Bahkan mungkin lebih rumit lagi.
Apalagi,
M. Nuh, mantan menteri pendidikan dan kebudayaan, juga membantah tuduhan
ketidaksiapan guru. Sebab, Kemendikbud pernah mengadakan UKG (uji kompetensi
guru) untuk mengevaluasi penguasaan guru terhadap kurikulum 2013. Nilai UKG
saat itu rata-rata 71. Jauh lebih baik ketimbang nilai UKG terhadap KTSP pada
2012 dengan rata-rata 45. Padahal, kurikulum 2006 itu sudah enam tahun
berlaku.
Paradoks Pengadaan Buku
Di satu sisi,
Anies mengakui bahwa mengubah kurikulum pendidikan seperti mengubah arah
kapal tanker sepanjang 500 meter. Membelokkan arah laju kapal itu tidak bisa
langsung, butuh haluan panjang. Namun, di sisi lain, Anies justru bermanuver
mendadak dan berbelok ke jalur lama. Padahal, dia belum genap dua bulan
menjadi menteri. Belum cukup waktu untuk mengidentifikasi permasalahan riil
kurikulum 2013 (JPNN, 9/12).
Di satu
sisi, Anies menilai persoalan keterlambatan distribusi buku sebagai alasan
utama moratorium K-13. Namun, di sisi lain, kebijakan kembali ke KTSP juga
tidak menyiapkan sama sekali buku KTSP. Bahkan Kemendikbud berterus terang
belum punya kebijakan apa-apa soal penyediaan buku KTSP itu (Jawa Pos, 8/12).
Kalau
Kemendikbud tidak mampu menyediakan buku KTSP, menyoal ketersediaan buku
sebagai alasan kebijakan moratorium K-13 itu mestinya tidak relevan lagi.

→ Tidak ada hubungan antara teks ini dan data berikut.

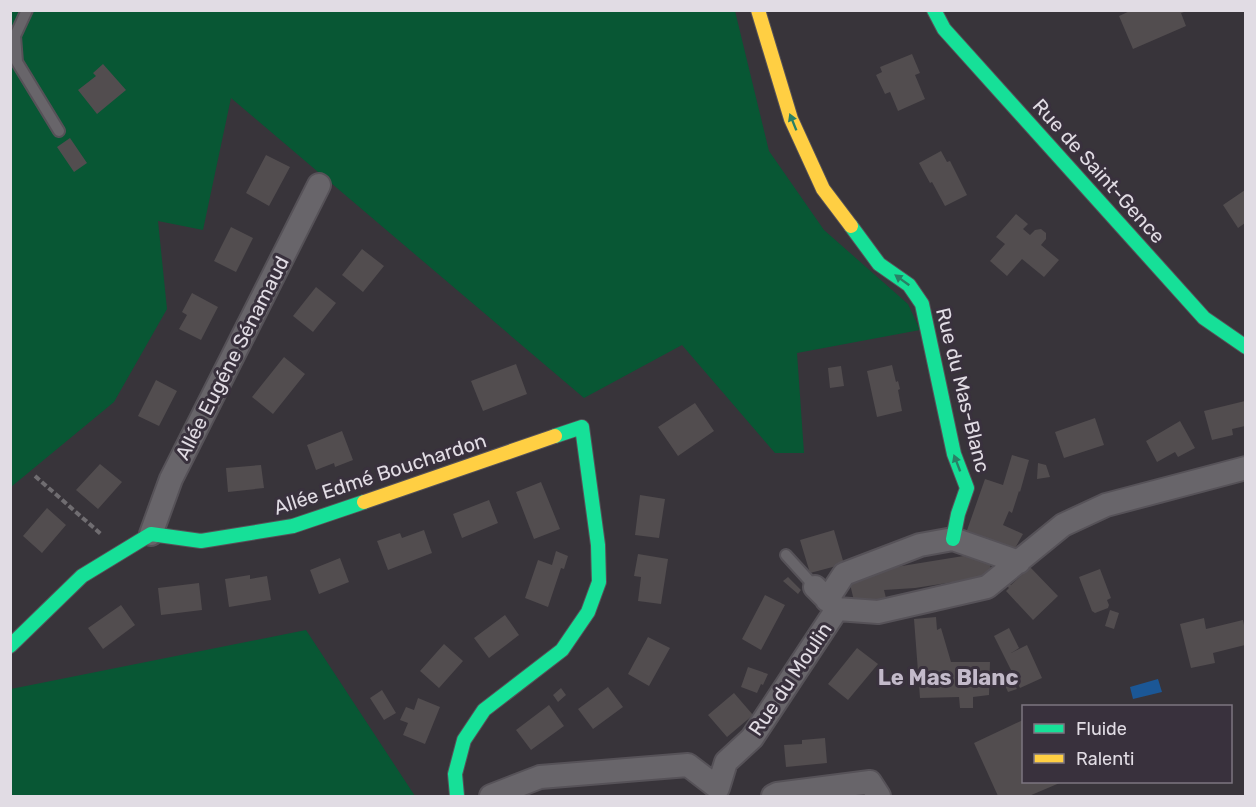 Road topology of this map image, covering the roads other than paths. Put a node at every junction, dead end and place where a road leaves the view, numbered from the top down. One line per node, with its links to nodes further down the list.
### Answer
1 (27, 10): 4 (lane)
2 (758, 10): 9 (street, Rue du Mas-Blanc, one-way to 2)
3 (934, 10): 6 (street, Rue de Saint-Gence)
4 (59, 132)
5 (319, 185): 8 (street, Allée Eugéne Sénamaud)
6 (1245, 347)
7 (1245, 468): 11 (street, Rue du Moulin)
8 (151, 534): 13 (street); 15 (street, Allée Edmé Bouchardon)
9 (953, 539): 11 (street, Rue du Moulin); 12 (street, Rue du Moulin)
10 (786, 555): 12 (lane)
11 (1019, 562): 12 (street, Rue du Moulin)
12 (826, 599): 14 (street, Rue du Moulin)
13 (10, 646)
14 (720, 794): 16 (street, Rue du Moulin)
15 (457, 796)
16 (491, 796)
17 (773, 796): 18 (street)
18 (879, 796) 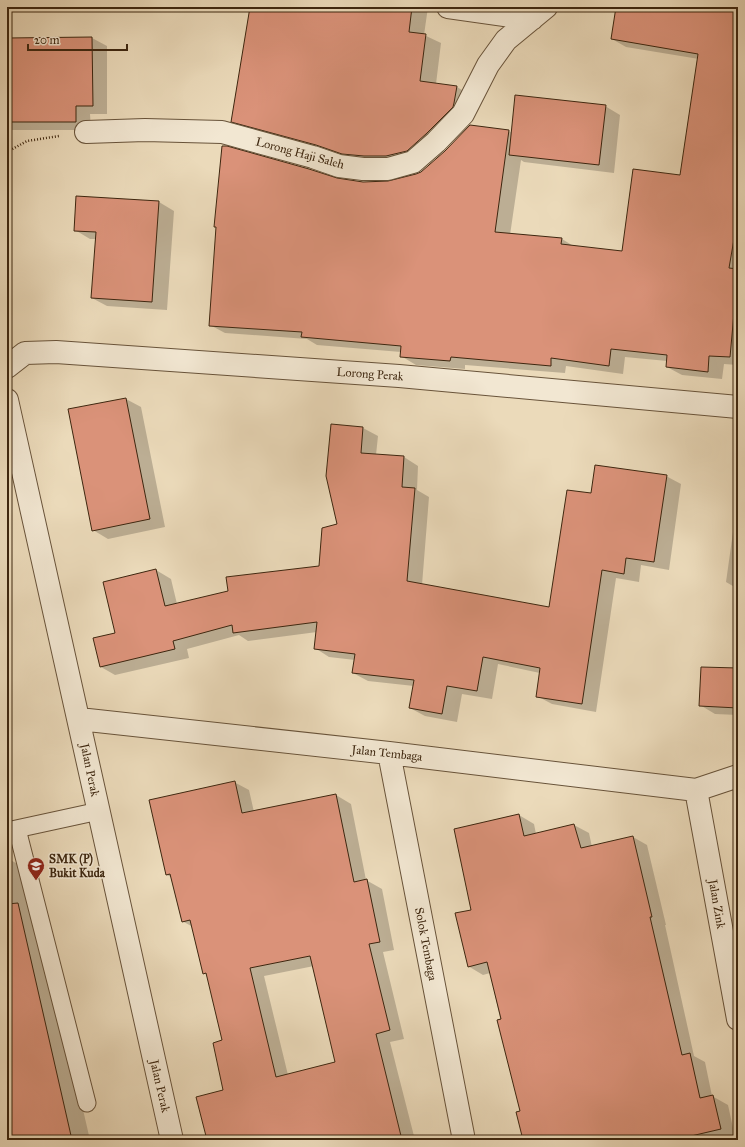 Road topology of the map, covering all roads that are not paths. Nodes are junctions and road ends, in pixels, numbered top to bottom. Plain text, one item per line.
1 (448, 7) edge
2 (539, 13) edge
3 (86, 132) road end
4 (7, 367) edge
5 (7, 400) edge
6 (738, 407) edge
7 (78, 720) junction
8 (389, 753) junction
9 (738, 776) edge
10 (696, 790) junction
11 (98, 811) junction
12 (12, 830) edge
13 (738, 1019) edge
14 (87, 1103) dead end
15 (463, 1135) dead end
16 (172, 1140) edge

1 - 2 street
2 - 3 street, Lorong Haji Saleh
4 - 6 street, Lorong Perak
5 - 7 street, Jalan Perak
7 - 8 street, Jalan Tembaga
7 - 11 street, Jalan Perak
8 - 10 street, Jalan Tembaga
8 - 15 street, Solok Tembaga
9 - 10 street
10 - 13 street, Jalan Zink
11 - 12 lane
11 - 16 street, Jalan Perak
12 - 14 lane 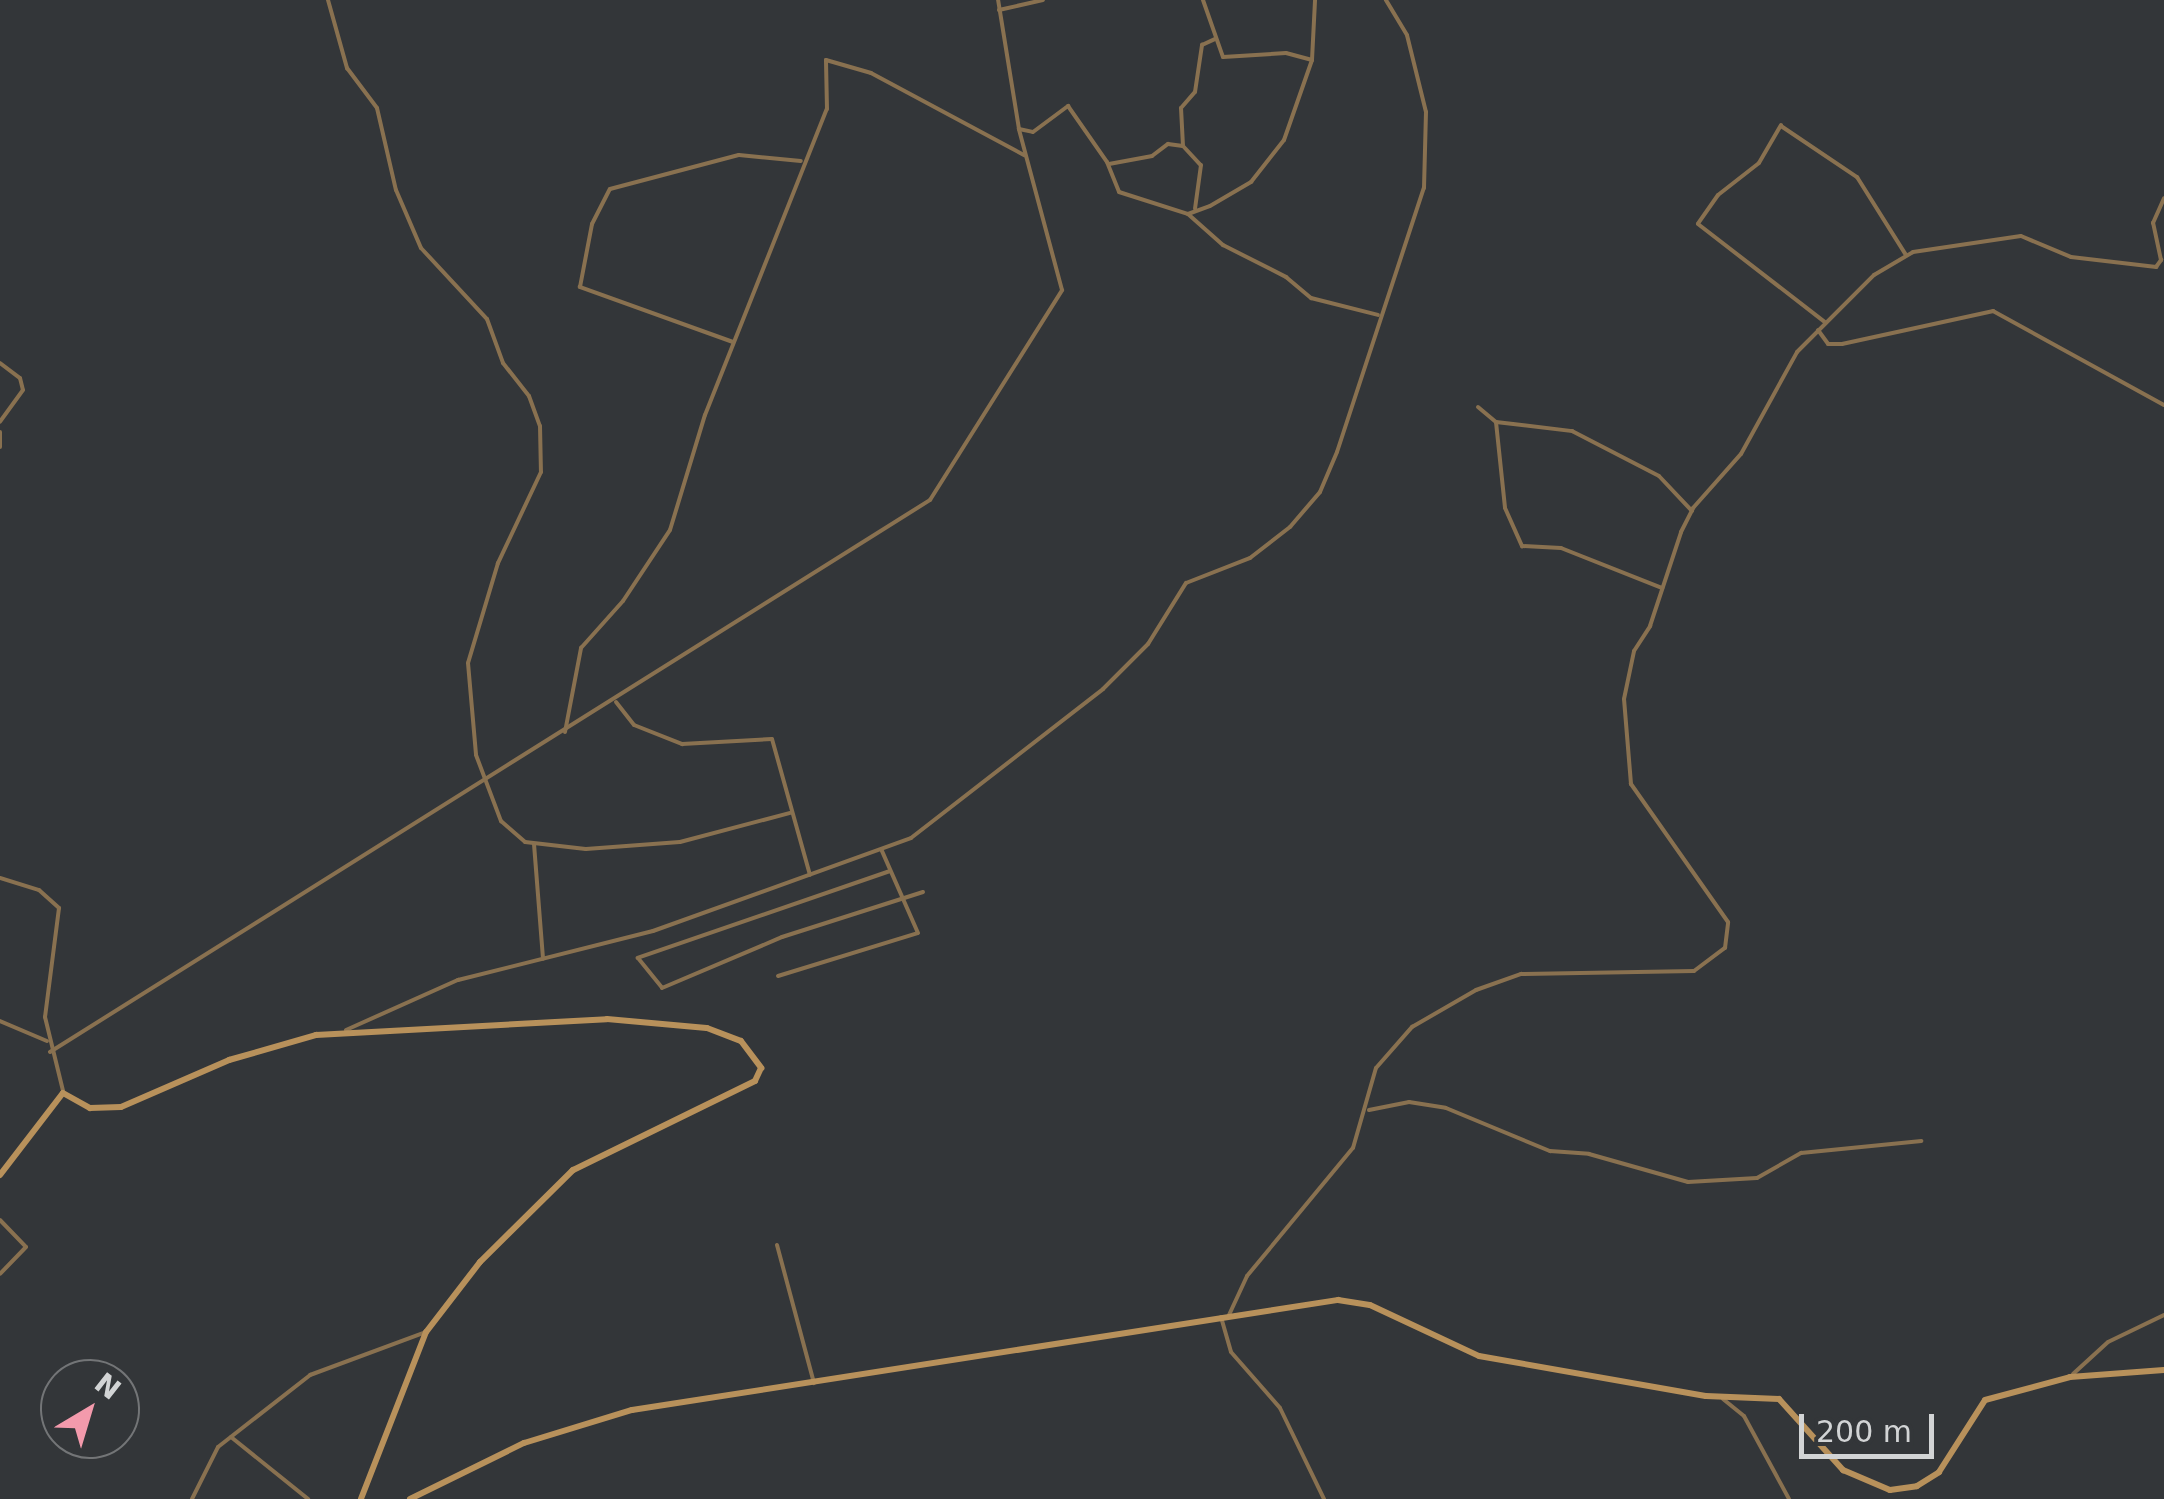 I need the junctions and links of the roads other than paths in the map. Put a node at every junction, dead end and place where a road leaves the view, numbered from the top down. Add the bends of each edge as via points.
1 (328, 0) edge
2 (998, 0) edge
3 (1044, 0) edge
4 (1203, 0) edge
5 (1315, 0) edge
6 (1386, 0) edge
7 (999, 10) junction
8 (1214, 39) junction
9 (1312, 60) junction
10 (1019, 129) junction
11 (1184, 146) junction
12 (1025, 156) junction
13 (801, 161) junction
14 (1109, 164) junction
15 (2164, 198) edge
16 (1191, 213) junction
17 (1906, 255) junction
18 (1380, 315) junction
19 (1825, 322) junction
20 (1818, 330) junction
21 (734, 342) junction
22 (0, 364) edge
23 (2164, 404) edge
24 (1478, 406) dead end
25 (0, 422) edge
26 (1496, 422) junction
27 (0, 432) edge
28 (0, 447) edge
29 (1692, 511) junction
30 (1663, 588) junction
31 (616, 702) junction
32 (564, 732) junction
33 (486, 782) junction
34 (790, 813) junction
35 (534, 844) junction
36 (882, 851) junction
37 (890, 871) junction
38 (810, 876) junction
39 (0, 878) edge
40 (922, 892) dead end
41 (904, 894) junction
42 (543, 959) junction
43 (778, 976) dead end
44 (0, 1021) edge
45 (342, 1032) junction
46 (47, 1041) junction
47 (50, 1052) junction
48 (63, 1093) junction
49 (1368, 1110) junction
50 (1921, 1141) dead end
51 (0, 1174) edge
52 (0, 1220) edge
53 (777, 1246) dead end
54 (0, 1274) edge
55 (2164, 1315) edge
56 (1225, 1316) junction
57 (426, 1332) junction
58 (2164, 1370) edge
59 (2070, 1377) junction
60 (814, 1383) junction
61 (1718, 1397) junction
62 (231, 1437) junction
63 (192, 1499) edge
64 (308, 1499) edge
65 (361, 1499) edge
66 (410, 1499) edge
67 (1324, 1499) edge
68 (1789, 1499) edge

1 - 33 street via 346,68 377,108 396,190 420,248 487,319 503,363 530,396 540,426 541,472 501,554 469,654 473,737
2 - 7 street
3 - 7 street
4 - 8 street via 1217,26
5 - 9 street
6 - 18 street via 1408,35 1426,112 1426,156 1420,204
7 - 10 street
8 - 9 street via 1224,56 1286,52
8 - 11 street via 1202,45 1194,92 1182,108
9 - 16 street via 1279,150 1251,182
10 - 12 street
10 - 14 street via 1033,132 1068,106
11 - 14 street via 1168,144 1152,156
11 - 16 street via 1201,165
12 - 13 street via 871,73 826,60 827,110
12 - 31 street via 1062,290 943,486 889,530
13 - 21 street
13 - 21 street via 740,155 610,189 592,224 580,287
14 - 16 street via 1119,192
15 - 17 street via 2153,223 2156,267 2071,257 2021,236
16 - 18 street via 1223,245 1286,277 1311,298
17 - 19 street
17 - 19 street via 1857,177 1781,125 1760,164 1718,195 1698,224
18 - 36 street via 1337,452 1302,514 1250,558 1186,583 1148,644 1086,704 928,828
19 - 20 street
20 - 23 street via 1828,344 1842,344 1992,311
20 - 29 street via 1787,366 1741,454
21 - 32 street via 670,530 623,601 581,648
22 - 25 street via 23,382
24 - 26 street
26 - 29 street via 1572,430 1659,476
26 - 30 street via 1505,508 1522,546 1560,548
27 - 28 street
29 - 30 street
30 - 49 street via 1628,674 1628,772 1728,922 1726,948 1694,971 1534,972 1488,984 1394,1043 1373,1076
31 - 32 street
31 - 34 street via 634,724 682,744 772,739
32 - 33 street
33 - 35 street via 508,830
33 - 47 street
34 - 35 street via 670,844
34 - 38 street
35 - 42 street
36 - 37 street
36 - 38 street
37 - 41 street
37 - 41 street via 638,958 662,988 782,937 861,917
38 - 42 street via 653,931
39 - 46 street via 39,890 59,908
40 - 41 street
41 - 43 street via 918,933
42 - 45 street via 414,996
44 - 46 street
45 - 48 main road via 229,1060 121,1107 90,1108
45 - 57 main road via 643,1020 726,1032 761,1068 748,1086 572,1170 491,1250
46 - 47 street
47 - 48 street
48 - 51 main road
49 - 50 street via 1408,1102 1446,1108 1550,1151 1608,1158 1688,1182 1756,1178 1801,1153
49 - 56 street via 1353,1148 1251,1271
52 - 54 street via 26,1247
53 - 60 street
55 - 59 street via 2108,1342
56 - 60 main road
56 - 61 main road via 1353,1301 1479,1356
56 - 67 street via 1231,1352 1280,1408
57 - 62 street via 328,1366
57 - 65 main road
58 - 59 main road
59 - 61 main road via 1985,1400 1945,1466 1900,1491 1844,1470 1786,1402
60 - 66 main road via 588,1421 490,1458
61 - 68 street via 1744,1416
62 - 63 street via 206,1462
62 - 64 street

Ketidaksiapan pengadaan buku KTSP diakui oleh Mendikbud Anies di Kemendikbud,
Jakarta, Sabtu (6/12). ”Pokoknya, saya enggak bisa mengimbau (orang tua beli
buku), bergantung dari sekolah. Dan daerah juga punya porsi berbeda-beda,”
ucap dia.
Kali ini
Anies hendak ”melawak” dengan lelucon yang tidak lucu. Ketika pemerintah cuci
tangan dengan tidak menyediakan buku KTSP, pastilah orang tua terpaksa membeli
meskipun dengan berat hati. Sebab, harga pasarnya bisa 3–4 kali lebih mahal
daripada buku murah K-13 yang rata-rata di bawah Rp 10.000 per eksemplar.
Bagi orang tua yang mampu, angka tersebut tidak memberatkan. Tetapi,
bagaimana dengan banyak orang tua kurang mampu yang masih berharap pendidikan
dan buku gratis sebagai realisasi anggaran pendidikan yang ratusan triliun
rupiah itu?
Di sisi
lain, kalaupun orang tua bersedia membeli buku sendiri, ketersediaan buku
KTSP di toko buku sangat terbatas, belum tentu mencukupi. Masih jelas dalam
ingatan kita, pengadaan serentak buku K-13 dengan cara ditenderkan serempak
saja tidak selesai dalam setahun, apalagi KTSP yang dilepas dengan mekanisme
pasar.
Berharap
pemerintah daerah/kota menyediakan buku gratis dalam tempo sesingkat ini
adalah hal yang mustahil. Sepertinya lupa dipertimbangkan bahwa membuat mata
anggaran baru atau merevisi APBD, kemudian tender dan pencetakan buku serta
distribusinya tidak cukup dalam enam bulan. Sementara pelaksanaan penggantian
kurikulum tersebut akan efektif pada semester II 2015 yang tinggal tiga pekan
lagi. Mana mungkin?
Bisa
jadi Kemendikbud berharap dana BOS dan DAK yang sudah ada dan beredar di
sekolah bisa segera dialihkan untuk pengadaan buku KTSP secara mandiri.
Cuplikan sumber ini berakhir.